Updated April 8, 2017
Landowners conserve their farms and forests, their scenic mountainsides and trout streams because they care about their land and their heritage. In addition, the federal and state governments offer thousands of dollars in tax deductions, tax credits, reductions in local property taxes and estate tax savings as an incentive to save Virginia’s rural landscape and heritage.
I. Federal Income Tax Deduction:
The federal tax deduction for the donation of a qualifying conservation easement is 50% for landowners and 100% for farmers who receive 50% or more of their income from their land. This deduction can be taken over the course of 16 years or until the easement donor reaches the amount the property was devalued (easement value) by restricting it with a conservation easement.
- The deduction for most landowners is 50% of the landowner’s adjusted gross income. The unused portion of the gift may be carried forward as a deduction for the next 15 years, subject to the 50% limit each year. So, if your easement value equals $300,000 and you earn $60,000 a year, you can reduce the amount of income on which you pay taxes by $30,000 a year. Over 10 years, you would legally avoid paying federal income taxes on all of the easement value for a total of $300,000.
II. State Tax Credit:
A Virginia state tax credit has been established for conservation easements at 40% of the value of the easement. The amount of the credit that may be used by an individual taxpayer may not exceed $20,000 for taxable years 2015, 2016 and 2017, but any unexpended portion may be carried forward for 12 taxable years. Using the example from above of an easement value of $300,000, the easement donor would receive $120,000 in VA Preservation Tax credits that could then be used dollar for dollar at maximum amount of $20,000 per year to pay VA state income taxes.

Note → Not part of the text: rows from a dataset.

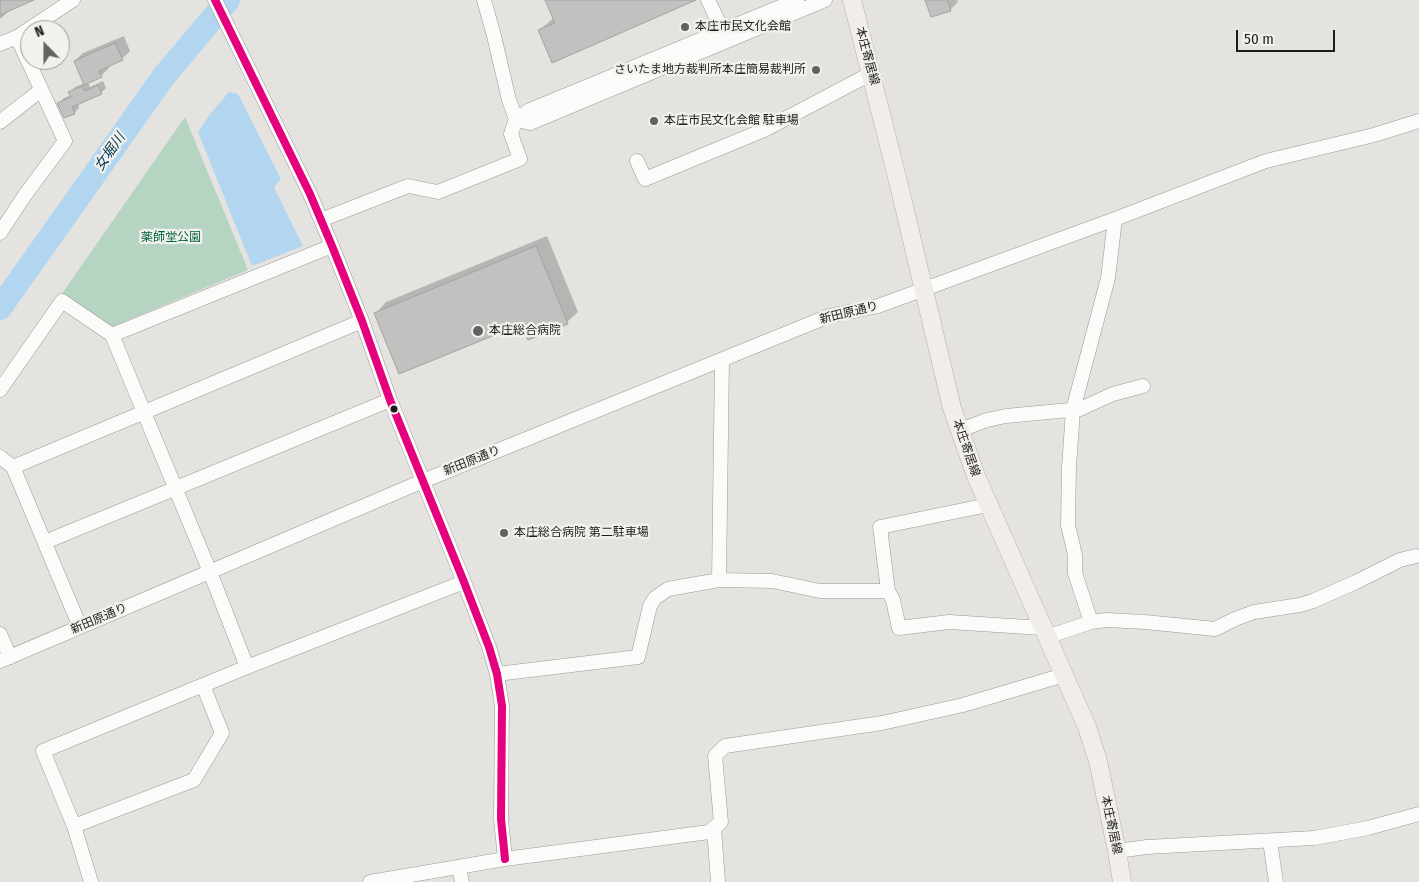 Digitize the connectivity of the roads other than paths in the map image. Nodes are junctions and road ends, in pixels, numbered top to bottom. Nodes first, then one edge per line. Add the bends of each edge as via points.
1 (73, 0) edge
2 (215, 0) edge
3 (484, 0) edge
4 (708, 0) edge
5 (797, 0) edge
6 (825, 0) edge
7 (852, 0) edge
8 (725, 36) junction
9 (17, 37) junction
10 (0, 44) edge
11 (872, 73) junction
12 (41, 90) junction
13 (516, 118) junction
14 (1419, 121) edge
15 (0, 122) edge
16 (637, 160) dead end
17 (1115, 219) junction
18 (321, 220) junction
19 (0, 233) edge
20 (332, 246) junction
21 (923, 289) junction
22 (362, 321) junction
23 (112, 335) junction
24 (722, 360) junction
25 (1143, 386) dead end
26 (0, 390) edge
27 (390, 400) junction
28 (1073, 410) junction
29 (143, 412) junction
30 (960, 430) junction
31 (0, 457) edge
32 (13, 466) junction
33 (424, 481) junction
34 (174, 488) junction
35 (988, 505) junction
36 (45, 542) junction
37 (1416, 556) dead end
38 (210, 572) junction
39 (718, 580) junction
40 (464, 582) junction
41 (888, 590) junction
42 (1091, 622) junction
43 (80, 627) junction
44 (1045, 632) junction
45 (0, 634) edge
46 (5, 659) edge
47 (247, 667) junction
48 (497, 674) junction
49 (1064, 675) junction
50 (203, 685) junction
51 (1419, 814) edge
52 (74, 826) junction
53 (714, 828) junction
54 (1270, 841) junction
55 (1117, 851) junction
56 (505, 859) junction
57 (460, 875) edge
58 (91, 882) edge
59 (370, 882) edge
60 (718, 882) edge
61 (1122, 882) edge
62 (1276, 882) edge

1 - 9 street
2 - 18 street
3 - 13 street via 508,100
4 - 8 street
5 - 8 street
6 - 8 street
7 - 11 main road, 本庄寄居線
8 - 13 street
9 - 10 street
9 - 12 street
11 - 16 street via 764,130 645,179
11 - 21 main road, 本庄寄居線
12 - 15 street
12 - 19 street via 65,141
13 - 18 street via 511,134 520,159 438,192 408,186
14 - 17 street, 新田原通り via 1266,161
17 - 21 street, 新田原通り
17 - 28 street via 1108,278
18 - 20 street
20 - 22 street
20 - 23 street
21 - 24 street, 新田原通り via 878,306 829,316
21 - 30 main road, 本庄寄居線
22 - 27 street
22 - 29 street
23 - 26 street via 62,301
23 - 29 street
24 - 33 street, 新田原通り
24 - 39 street
25 - 28 street
27 - 33 street
27 - 34 street
28 - 30 street via 1006,416
28 - 42 street via 1068,525 1075,554 1075,573
29 - 32 street
29 - 34 street
30 - 35 main road, 本庄寄居線
31 - 32 street
32 - 36 street
33 - 38 street, 新田原通り
33 - 40 street
34 - 36 street
34 - 38 street
35 - 41 street via 880,527
35 - 44 main road, 本庄寄居線
36 - 43 street
37 - 42 street via 1400,560 1314,601 1254,612 1215,629 1145,622
38 - 43 street, 新田原通り
38 - 47 street
39 - 41 street via 772,581 820,591
39 - 48 street via 668,589 656,598 650,606 638,657
40 - 47 street
40 - 48 street
41 - 44 street via 899,628 949,622
42 - 44 street
43 - 46 street, 新田原通り
44 - 49 main road, 本庄寄居線
45 - 46 street
47 - 50 street
48 - 56 street via 502,706 501,819
49 - 53 street via 963,705 882,723 725,746 715,756 721,822
49 - 55 main road, 本庄寄居線 via 1098,761
50 - 52 street via 222,733 194,780
50 - 52 street via 43,752
51 - 54 street via 1314,838
52 - 58 street
53 - 56 street via 709,832
53 - 60 street
54 - 55 street
54 - 62 street
55 - 61 main road, 本庄寄居線
56 - 57 street
57 - 59 street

In addition, any unexpended portion may be transferred to another Virginia taxpayer (in other words tax credits can be sold for cash). A recent tax court opinion suggests that the income from the sale of tax credits held for more than one year prior to sale may receive more favorable long-term capital gains treatment. Check with your tax advisor or attorney to determine whether and when tax credits should be sold.
For a fee of generally 6% of the credits sold, tax credit facilitators (essentially brokers) will help easement donors to market credits at 89-91 cents on the dollar. The New River Land Trust can provide easement donors with a list of facilitator; however, at no cost, landowners can recruit buyers themselves or work with the New River Land Trust to find buyers at 90 (average in 2016) cents on the dollar.
Other things to note, the state:
- Will only register $75 million a year in state tax credits. Any tax credits that can’t be registered in a given year will be carried over to the next year.
- Will charge a transfer fee paid to the Dept of Tax of 5% of the value of the credits transferred.
- Has an additional review and verification process for all easements with a tax credit valued at $1 million or more.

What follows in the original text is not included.